River in Pennsylvania, United States

Bellas Brook (also known as Hiller Brook) is a tributary of Mehoopany Creek in Wyoming County, Pennsylvania, in the United States. It is approximately 2.3 mi long and flows through Forkston Township. The watershed of the stream has an area of 2.71 sqmi. The stream is not designated as an impaired waterbody and is classified as a High-Quality Coldwater Fishery.

==Course==
Bellas Brook begins in an unnamed pond in Forkston Township. It flows northwest though a wetland for a few tenths of a mile before turning north-northeast for several tenths of a mile. The stream then passes through another unnamed pond and turns north-northwest for a few tenths of a mile before turning north-northeast and entering a valley. After a few tenths of a mile, it turns northeast for several tenths of a mile, receiving an unnamed tributary from the left before reaching its confluence with Mehoopany Creek.
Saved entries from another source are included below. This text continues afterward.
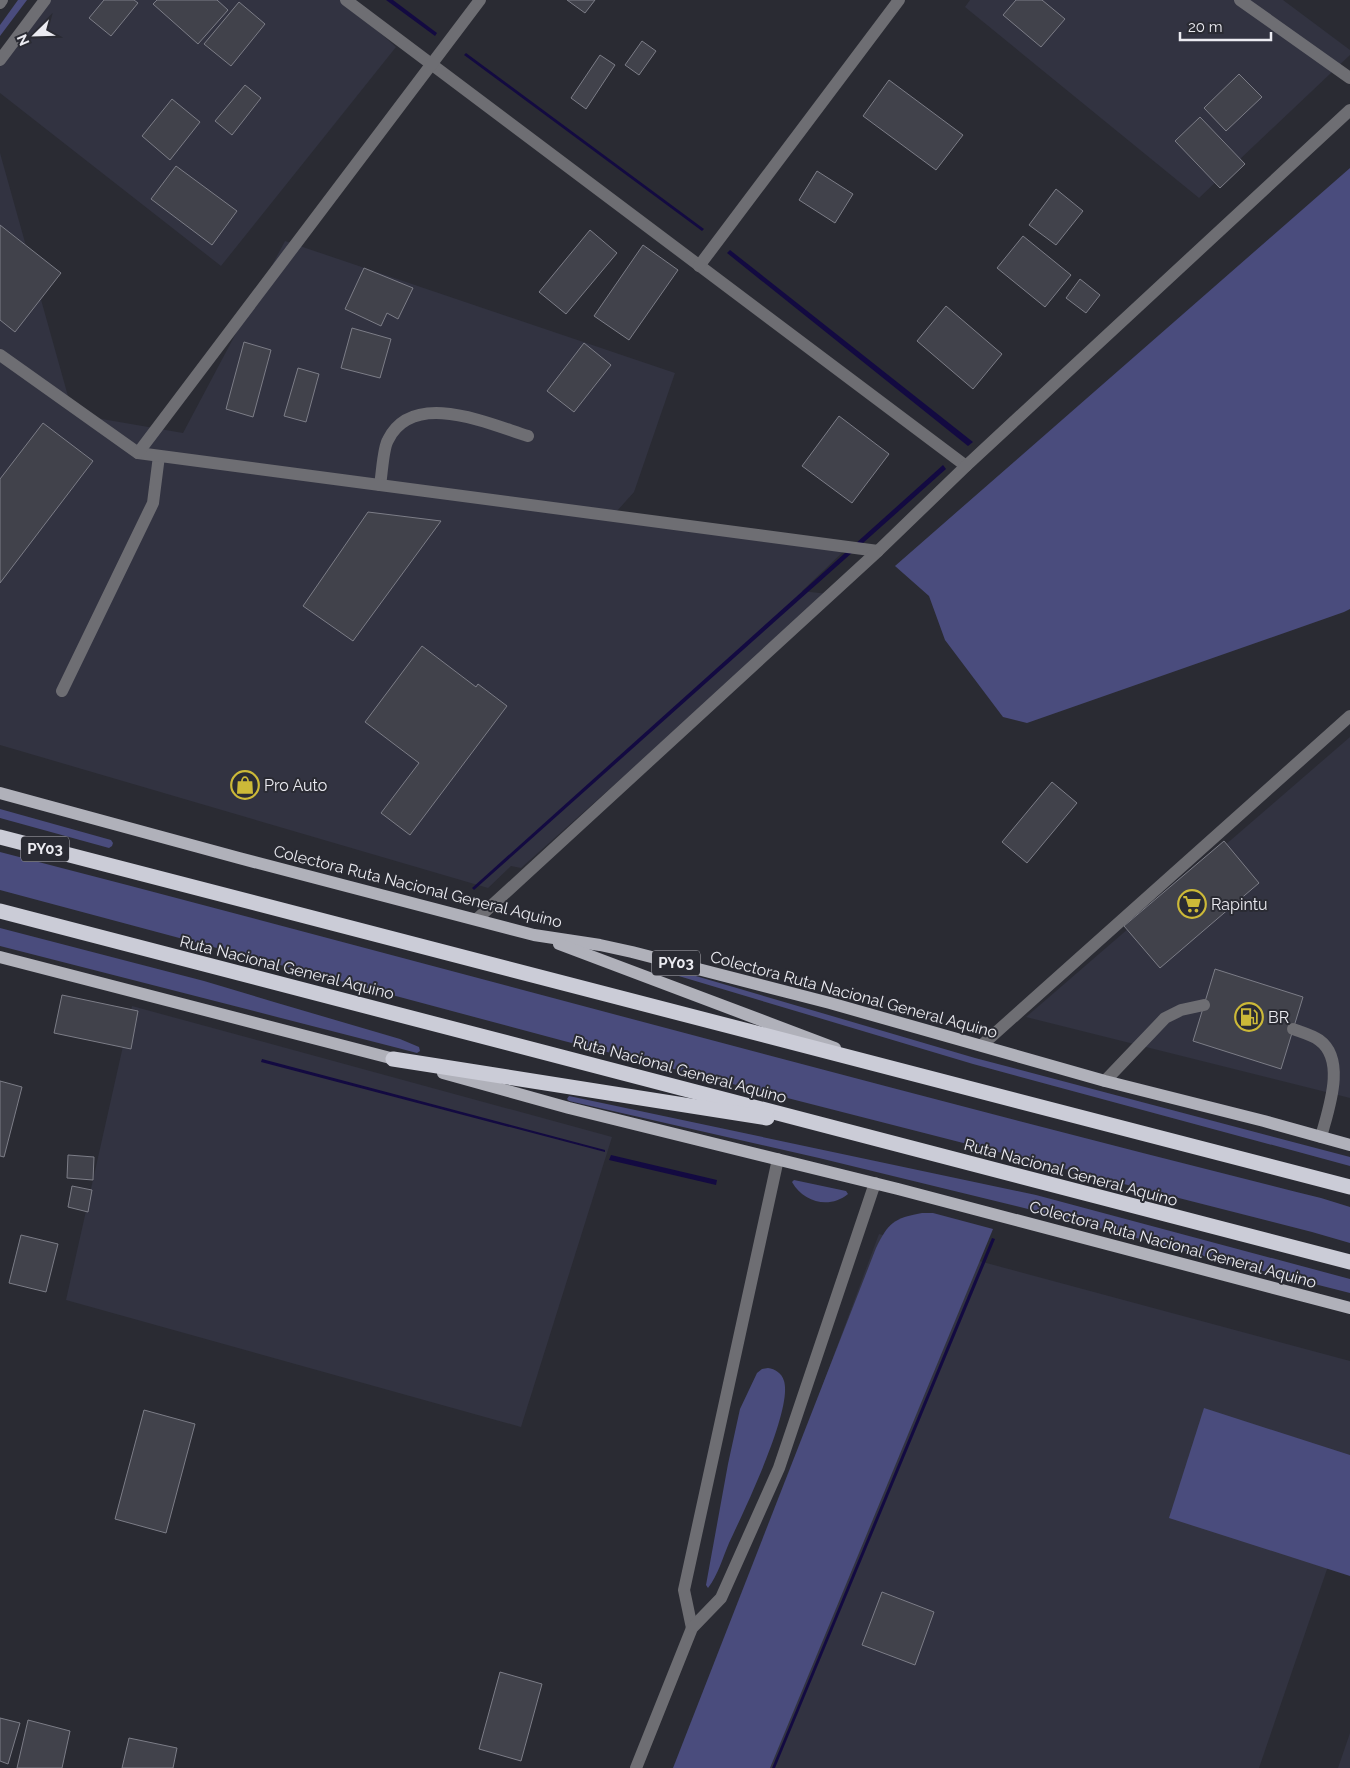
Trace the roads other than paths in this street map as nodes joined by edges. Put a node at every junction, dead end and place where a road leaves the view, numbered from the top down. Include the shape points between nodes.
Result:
1 (45, 0) edge
2 (346, 0) edge
3 (480, 0) edge
4 (899, 0) edge
5 (1240, 0) edge
6 (0, 60) edge
7 (432, 65) junction
8 (1350, 78) edge
9 (1350, 110) edge
10 (699, 266) junction
11 (0, 355) edge
12 (528, 436) dead end
13 (138, 453) junction
14 (158, 456) junction
15 (966, 466) junction
16 (380, 485) junction
17 (878, 550) junction
18 (62, 691) dead end
19 (1350, 716) edge
20 (0, 793) edge
21 (0, 837) edge
22 (0, 911) edge
23 (477, 919) junction
24 (534, 935) junction
25 (0, 957) edge
26 (1204, 1005) dead end
27 (1293, 1029) dead end
28 (982, 1045) junction
29 (393, 1058) junction
30 (881, 1066) junction
31 (1105, 1081) junction
32 (855, 1132) junction
33 (1321, 1137) junction
34 (1350, 1145) edge
35 (778, 1159) junction
36 (875, 1183) junction
37 (1350, 1187) edge
38 (1350, 1262) edge
39 (1350, 1308) edge
40 (692, 1628) junction
41 (636, 1768) edge

1 - 6 street
2 - 7 street
3 - 7 street
4 - 10 street
5 - 8 street
7 - 10 street
7 - 13 street
9 - 15 street
10 - 15 street
11 - 13 street
12 - 16 street via 464,416 437,412 415,416 399,426 387,440
13 - 14 street
14 - 16 street
14 - 18 street via 153,503
15 - 17 street
16 - 17 street
17 - 23 street
19 - 28 street
20 - 23 main road, Colectora Ruta Nacional General Aquino / PY03
21 - 30 highway, PY03
22 - 32 highway, Ruta Nacional General Aquino
23 - 24 main road, Colectora Ruta Nacional General Aquino / PY03
24 - 28 main road, Colectora Ruta Nacional General Aquino / PY03 via 632,952
24 - 30 main road
25 - 29 main road, Colectora Ruta Nacional General Aquino
26 - 31 street via 1181,1010 1165,1018
27 - 33 street via 1320,1040 1334,1067 1334,1082
28 - 31 main road, Colectora Ruta Nacional General Aquino / PY03
29 - 32 highway
29 - 35 main road, Colectora Ruta Nacional General Aquino via 569,1108
30 - 37 highway, PY03
31 - 33 main road, Colectora Ruta Nacional General Aquino / PY03
32 - 38 highway, Ruta Nacional General Aquino
33 - 34 main road, Colectora Ruta Nacional General Aquino / PY03
35 - 36 main road, Colectora Ruta Nacional General Aquino
35 - 40 street via 684,1590
36 - 39 main road, Colectora Ruta Nacional General Aquino
36 - 40 street via 779,1468 721,1598
40 - 41 street

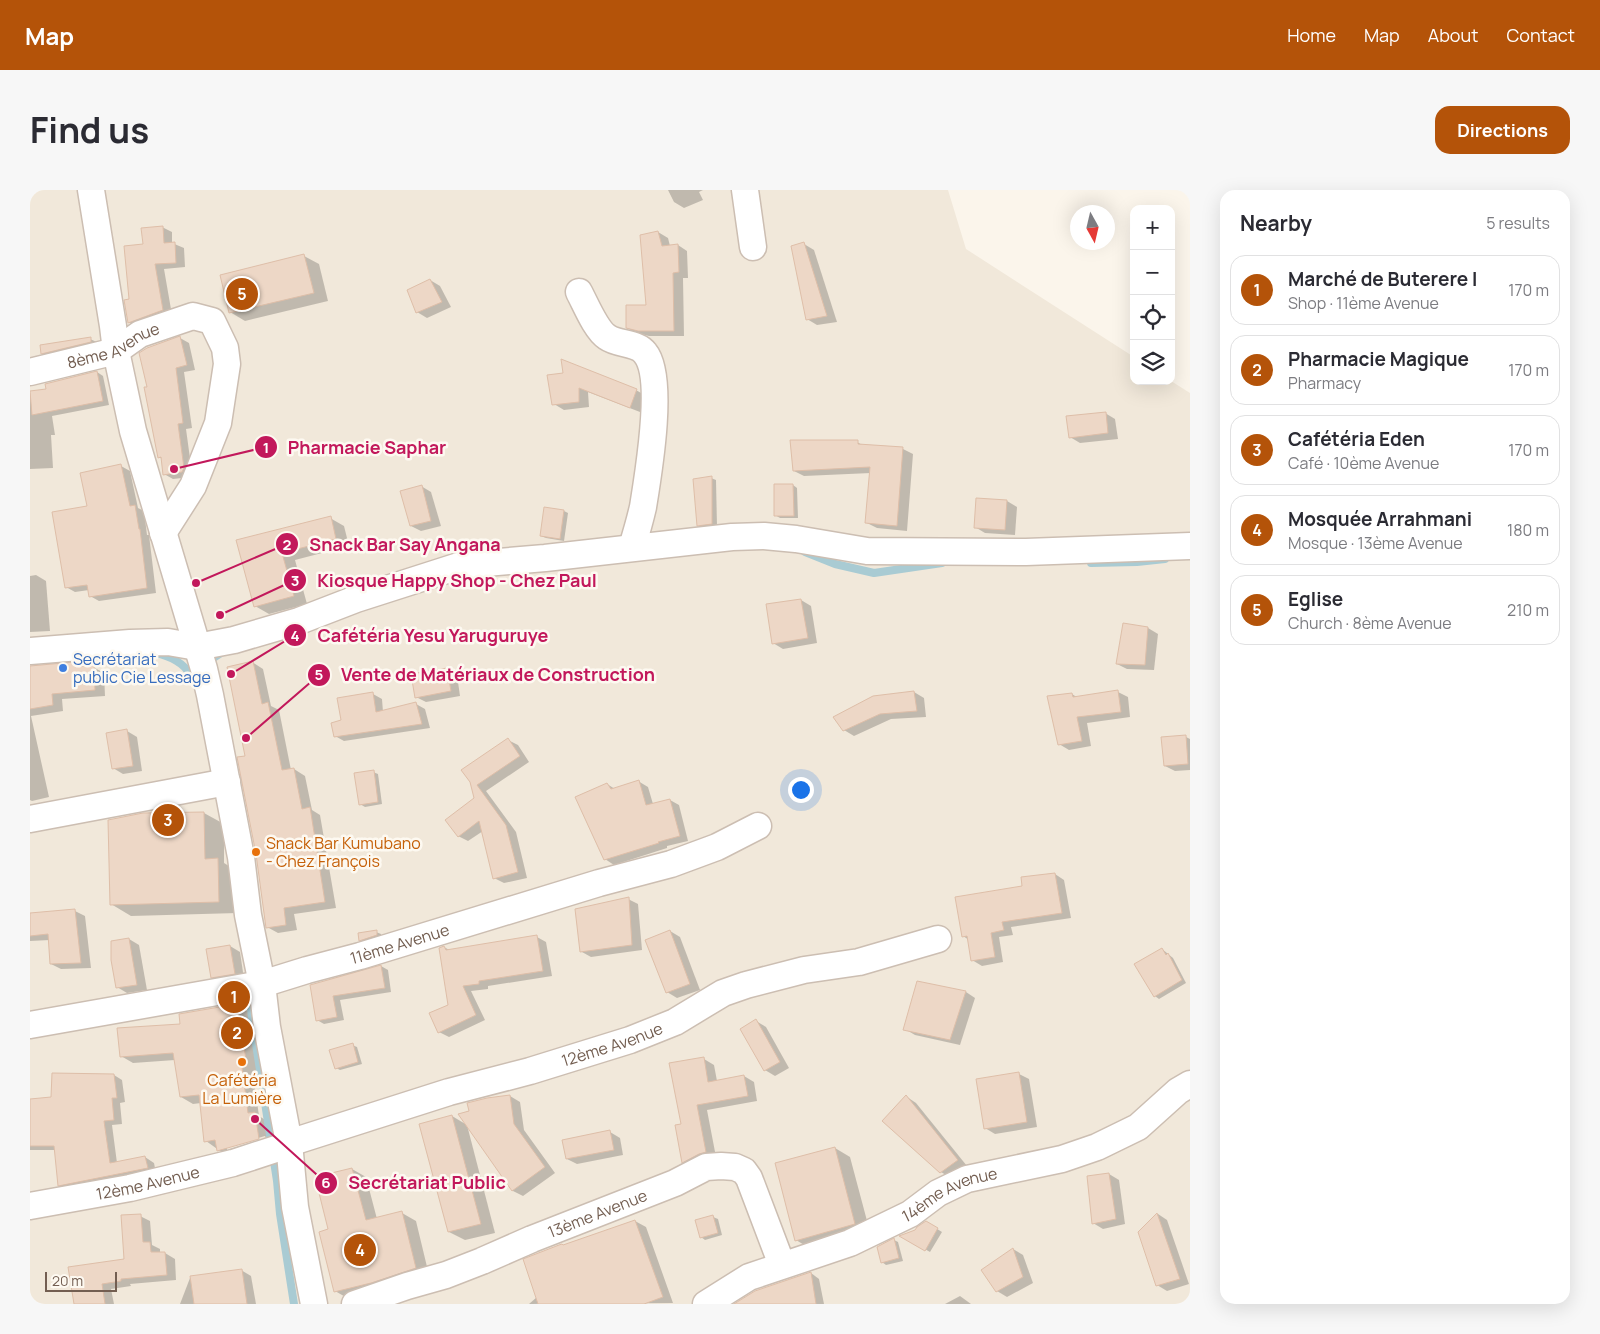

Bellas Brook joins Mehoopany Creek 18.40 mi upstream of its mouth.

==Hydrology, geography, and geology==
The elevation near the mouth of Bellas Brook is 1722 ft above sea level. The elevation near the stream's source is 2101 ft above sea level. Bellas Brook is a small and secluded stream.

Bellas Brook is not designated as an impaired waterbody.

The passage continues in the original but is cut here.